• _INSTRUCTIONS FOR THE TASK_: Which lines in the records below include the word "Parse"? Report each of them in full.

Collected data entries
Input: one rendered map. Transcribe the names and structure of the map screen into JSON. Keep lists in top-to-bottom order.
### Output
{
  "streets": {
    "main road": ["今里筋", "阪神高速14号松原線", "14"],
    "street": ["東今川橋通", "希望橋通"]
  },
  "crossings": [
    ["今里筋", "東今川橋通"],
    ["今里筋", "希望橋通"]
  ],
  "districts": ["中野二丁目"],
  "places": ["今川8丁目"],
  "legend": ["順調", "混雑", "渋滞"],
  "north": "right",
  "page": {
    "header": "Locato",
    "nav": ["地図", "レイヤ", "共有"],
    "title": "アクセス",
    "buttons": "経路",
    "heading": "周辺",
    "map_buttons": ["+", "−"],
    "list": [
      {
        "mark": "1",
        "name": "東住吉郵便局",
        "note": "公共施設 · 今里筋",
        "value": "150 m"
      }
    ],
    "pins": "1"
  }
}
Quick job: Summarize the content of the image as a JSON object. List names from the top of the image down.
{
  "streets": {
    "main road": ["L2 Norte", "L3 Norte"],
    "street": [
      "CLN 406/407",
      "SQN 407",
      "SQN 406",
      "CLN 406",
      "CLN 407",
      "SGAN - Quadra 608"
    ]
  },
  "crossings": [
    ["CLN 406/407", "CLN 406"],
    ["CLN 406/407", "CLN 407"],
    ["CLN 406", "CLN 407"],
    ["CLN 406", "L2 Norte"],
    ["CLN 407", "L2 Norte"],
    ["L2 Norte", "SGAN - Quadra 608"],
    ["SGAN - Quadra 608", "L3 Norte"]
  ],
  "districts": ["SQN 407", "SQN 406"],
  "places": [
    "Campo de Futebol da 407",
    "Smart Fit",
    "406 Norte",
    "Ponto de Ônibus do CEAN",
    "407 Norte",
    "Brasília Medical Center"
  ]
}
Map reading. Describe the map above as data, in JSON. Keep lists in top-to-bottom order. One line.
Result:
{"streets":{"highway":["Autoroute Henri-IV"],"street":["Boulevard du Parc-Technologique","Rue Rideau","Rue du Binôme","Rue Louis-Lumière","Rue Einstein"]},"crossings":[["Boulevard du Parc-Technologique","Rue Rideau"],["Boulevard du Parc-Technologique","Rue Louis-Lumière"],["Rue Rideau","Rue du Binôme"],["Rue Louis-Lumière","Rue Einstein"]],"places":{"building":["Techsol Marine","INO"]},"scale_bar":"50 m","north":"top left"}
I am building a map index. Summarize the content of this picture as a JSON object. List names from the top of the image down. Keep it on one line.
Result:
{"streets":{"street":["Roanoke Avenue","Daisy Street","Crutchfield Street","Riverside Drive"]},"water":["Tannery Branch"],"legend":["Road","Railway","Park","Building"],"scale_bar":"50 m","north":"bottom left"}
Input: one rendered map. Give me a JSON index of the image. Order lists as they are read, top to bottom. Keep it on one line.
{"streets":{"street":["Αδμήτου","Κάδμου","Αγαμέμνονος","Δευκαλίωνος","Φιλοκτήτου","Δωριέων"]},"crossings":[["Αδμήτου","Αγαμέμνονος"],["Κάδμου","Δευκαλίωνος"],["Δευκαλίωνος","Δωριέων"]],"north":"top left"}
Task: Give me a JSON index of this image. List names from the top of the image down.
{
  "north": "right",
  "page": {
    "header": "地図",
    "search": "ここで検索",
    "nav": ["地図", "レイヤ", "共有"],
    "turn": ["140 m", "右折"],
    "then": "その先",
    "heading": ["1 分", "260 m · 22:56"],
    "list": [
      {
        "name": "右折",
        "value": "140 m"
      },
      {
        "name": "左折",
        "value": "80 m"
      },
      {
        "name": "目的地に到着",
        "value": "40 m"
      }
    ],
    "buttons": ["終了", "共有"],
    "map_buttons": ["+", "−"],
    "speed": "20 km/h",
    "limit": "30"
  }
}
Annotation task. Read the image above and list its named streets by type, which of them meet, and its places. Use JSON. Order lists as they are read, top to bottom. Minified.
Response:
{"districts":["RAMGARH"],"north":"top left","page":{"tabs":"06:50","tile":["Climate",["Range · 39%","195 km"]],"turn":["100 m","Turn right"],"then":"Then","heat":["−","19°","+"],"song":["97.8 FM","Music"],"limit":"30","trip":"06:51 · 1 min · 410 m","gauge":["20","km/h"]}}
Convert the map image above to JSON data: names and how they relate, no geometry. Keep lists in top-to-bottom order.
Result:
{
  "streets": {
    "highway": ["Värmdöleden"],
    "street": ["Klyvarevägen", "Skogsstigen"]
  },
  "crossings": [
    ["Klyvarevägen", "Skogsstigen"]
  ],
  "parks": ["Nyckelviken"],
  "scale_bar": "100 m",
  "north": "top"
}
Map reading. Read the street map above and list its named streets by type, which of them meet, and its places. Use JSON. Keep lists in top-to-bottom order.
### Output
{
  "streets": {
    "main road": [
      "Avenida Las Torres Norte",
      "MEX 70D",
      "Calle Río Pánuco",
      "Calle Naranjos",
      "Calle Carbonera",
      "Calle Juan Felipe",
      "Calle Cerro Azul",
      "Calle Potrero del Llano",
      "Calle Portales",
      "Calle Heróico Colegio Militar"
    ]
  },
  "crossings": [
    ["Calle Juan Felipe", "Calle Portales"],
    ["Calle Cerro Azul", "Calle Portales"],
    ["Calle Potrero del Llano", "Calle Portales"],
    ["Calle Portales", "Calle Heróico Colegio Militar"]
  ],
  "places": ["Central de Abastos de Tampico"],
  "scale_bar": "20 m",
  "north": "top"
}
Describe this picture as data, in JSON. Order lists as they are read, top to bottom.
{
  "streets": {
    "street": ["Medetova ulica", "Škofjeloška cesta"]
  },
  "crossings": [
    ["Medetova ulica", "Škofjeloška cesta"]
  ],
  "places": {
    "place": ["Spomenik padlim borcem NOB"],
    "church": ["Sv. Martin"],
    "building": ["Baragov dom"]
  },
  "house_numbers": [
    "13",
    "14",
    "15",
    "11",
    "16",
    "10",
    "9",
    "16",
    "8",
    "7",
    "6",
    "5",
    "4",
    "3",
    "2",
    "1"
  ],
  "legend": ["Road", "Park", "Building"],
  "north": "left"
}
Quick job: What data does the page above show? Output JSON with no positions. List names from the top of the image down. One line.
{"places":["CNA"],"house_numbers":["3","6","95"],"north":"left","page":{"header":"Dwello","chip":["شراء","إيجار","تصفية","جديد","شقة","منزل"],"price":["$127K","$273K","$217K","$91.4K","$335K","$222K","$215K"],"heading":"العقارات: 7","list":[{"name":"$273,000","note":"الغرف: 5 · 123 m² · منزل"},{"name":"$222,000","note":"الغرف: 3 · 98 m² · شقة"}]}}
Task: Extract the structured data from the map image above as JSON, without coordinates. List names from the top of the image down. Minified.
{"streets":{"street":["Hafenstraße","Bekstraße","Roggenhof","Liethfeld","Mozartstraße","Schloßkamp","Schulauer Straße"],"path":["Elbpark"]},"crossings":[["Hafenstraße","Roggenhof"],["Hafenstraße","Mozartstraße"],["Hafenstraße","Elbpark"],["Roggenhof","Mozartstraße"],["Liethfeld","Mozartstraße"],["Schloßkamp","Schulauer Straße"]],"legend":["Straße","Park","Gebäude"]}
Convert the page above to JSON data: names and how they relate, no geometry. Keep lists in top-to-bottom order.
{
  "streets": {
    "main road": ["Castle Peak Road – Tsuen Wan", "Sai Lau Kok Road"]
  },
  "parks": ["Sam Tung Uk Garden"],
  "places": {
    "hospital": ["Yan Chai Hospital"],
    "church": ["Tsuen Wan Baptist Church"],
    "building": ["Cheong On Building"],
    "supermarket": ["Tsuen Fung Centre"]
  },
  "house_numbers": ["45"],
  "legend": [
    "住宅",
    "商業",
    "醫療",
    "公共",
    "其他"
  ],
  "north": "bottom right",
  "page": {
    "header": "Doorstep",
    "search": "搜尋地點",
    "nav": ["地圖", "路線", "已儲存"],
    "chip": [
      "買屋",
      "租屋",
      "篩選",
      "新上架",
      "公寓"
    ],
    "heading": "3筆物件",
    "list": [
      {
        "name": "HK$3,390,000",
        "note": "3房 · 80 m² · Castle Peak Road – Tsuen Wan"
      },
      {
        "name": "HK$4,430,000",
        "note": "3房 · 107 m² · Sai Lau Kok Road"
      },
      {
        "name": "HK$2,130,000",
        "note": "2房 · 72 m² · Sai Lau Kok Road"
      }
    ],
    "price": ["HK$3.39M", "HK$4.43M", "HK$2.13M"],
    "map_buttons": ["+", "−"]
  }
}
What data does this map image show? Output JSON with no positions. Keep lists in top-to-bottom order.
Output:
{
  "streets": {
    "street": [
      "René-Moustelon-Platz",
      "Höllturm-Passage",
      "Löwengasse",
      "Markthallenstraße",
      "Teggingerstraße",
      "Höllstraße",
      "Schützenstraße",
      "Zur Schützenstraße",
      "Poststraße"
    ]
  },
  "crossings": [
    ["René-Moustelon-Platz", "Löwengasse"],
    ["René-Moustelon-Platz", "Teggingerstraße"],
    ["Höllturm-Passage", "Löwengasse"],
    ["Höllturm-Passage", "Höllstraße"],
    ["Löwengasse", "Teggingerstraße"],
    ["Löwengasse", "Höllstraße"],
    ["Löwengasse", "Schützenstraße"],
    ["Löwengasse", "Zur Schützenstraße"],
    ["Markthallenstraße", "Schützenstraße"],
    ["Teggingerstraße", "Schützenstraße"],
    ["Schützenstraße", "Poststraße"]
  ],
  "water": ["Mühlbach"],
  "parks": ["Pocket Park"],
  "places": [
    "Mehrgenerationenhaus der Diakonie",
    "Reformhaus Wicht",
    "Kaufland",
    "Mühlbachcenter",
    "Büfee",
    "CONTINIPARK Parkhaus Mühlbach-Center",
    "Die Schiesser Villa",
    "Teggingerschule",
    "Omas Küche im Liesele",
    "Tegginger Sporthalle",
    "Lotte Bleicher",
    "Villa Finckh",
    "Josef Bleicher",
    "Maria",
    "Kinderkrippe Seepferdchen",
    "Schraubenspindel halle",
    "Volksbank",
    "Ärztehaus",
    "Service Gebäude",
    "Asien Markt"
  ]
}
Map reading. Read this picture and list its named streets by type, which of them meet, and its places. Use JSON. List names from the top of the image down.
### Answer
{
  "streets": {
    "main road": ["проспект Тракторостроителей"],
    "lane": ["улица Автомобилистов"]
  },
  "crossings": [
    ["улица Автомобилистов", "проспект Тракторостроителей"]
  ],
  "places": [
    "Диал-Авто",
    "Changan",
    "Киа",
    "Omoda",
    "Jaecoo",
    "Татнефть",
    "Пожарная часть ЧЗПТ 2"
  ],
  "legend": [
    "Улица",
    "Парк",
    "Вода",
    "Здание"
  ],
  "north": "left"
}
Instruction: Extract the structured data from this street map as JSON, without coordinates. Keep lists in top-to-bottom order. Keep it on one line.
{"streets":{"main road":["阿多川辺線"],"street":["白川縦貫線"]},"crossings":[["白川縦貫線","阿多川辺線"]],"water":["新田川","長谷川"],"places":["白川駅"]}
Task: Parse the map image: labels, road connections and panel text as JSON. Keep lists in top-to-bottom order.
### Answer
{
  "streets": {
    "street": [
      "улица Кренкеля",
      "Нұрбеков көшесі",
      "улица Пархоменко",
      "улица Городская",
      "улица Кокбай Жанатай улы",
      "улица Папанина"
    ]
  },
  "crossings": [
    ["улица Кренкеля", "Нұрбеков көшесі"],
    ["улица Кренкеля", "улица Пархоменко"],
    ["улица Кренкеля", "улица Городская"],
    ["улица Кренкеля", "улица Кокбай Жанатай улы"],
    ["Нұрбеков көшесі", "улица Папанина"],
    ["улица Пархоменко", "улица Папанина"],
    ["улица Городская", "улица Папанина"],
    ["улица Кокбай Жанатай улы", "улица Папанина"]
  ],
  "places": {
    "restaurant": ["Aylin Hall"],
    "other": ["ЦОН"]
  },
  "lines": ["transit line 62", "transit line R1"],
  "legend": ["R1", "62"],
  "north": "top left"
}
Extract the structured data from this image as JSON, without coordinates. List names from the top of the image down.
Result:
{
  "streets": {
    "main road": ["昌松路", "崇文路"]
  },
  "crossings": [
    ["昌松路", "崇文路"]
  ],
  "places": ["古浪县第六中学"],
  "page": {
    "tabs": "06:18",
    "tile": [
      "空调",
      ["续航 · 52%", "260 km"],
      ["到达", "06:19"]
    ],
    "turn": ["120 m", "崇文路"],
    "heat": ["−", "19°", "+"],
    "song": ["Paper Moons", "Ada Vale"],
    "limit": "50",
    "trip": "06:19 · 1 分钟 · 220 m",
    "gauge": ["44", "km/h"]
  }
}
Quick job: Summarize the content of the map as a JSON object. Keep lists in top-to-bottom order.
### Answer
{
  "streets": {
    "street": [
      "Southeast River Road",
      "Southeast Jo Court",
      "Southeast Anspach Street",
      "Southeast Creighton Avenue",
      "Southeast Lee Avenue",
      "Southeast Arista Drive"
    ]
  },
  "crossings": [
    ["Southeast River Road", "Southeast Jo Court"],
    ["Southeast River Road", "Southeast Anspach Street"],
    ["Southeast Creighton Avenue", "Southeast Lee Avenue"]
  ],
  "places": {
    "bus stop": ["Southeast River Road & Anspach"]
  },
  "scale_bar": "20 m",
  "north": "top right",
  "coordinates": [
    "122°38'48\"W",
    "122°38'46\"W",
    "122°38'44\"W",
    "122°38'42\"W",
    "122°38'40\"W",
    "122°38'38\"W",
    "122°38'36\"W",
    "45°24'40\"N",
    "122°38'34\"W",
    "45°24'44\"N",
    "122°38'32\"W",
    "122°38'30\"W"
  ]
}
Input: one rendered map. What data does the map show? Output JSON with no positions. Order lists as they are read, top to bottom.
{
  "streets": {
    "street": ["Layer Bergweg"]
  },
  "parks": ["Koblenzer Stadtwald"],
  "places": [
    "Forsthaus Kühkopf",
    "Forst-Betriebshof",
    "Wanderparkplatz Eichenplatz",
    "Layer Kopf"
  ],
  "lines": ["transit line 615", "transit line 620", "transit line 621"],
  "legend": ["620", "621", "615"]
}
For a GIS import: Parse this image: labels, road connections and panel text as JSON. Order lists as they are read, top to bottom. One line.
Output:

• _WRITTEN ANSWER_:
Task: Parse the map image: labels, road connections and panel text as JSON. Keep lists in top-to-bottom order.
For a GIS import: Parse this image: labels, road connections and panel text as JSON. Order lists as they are read, top to bottom. One line.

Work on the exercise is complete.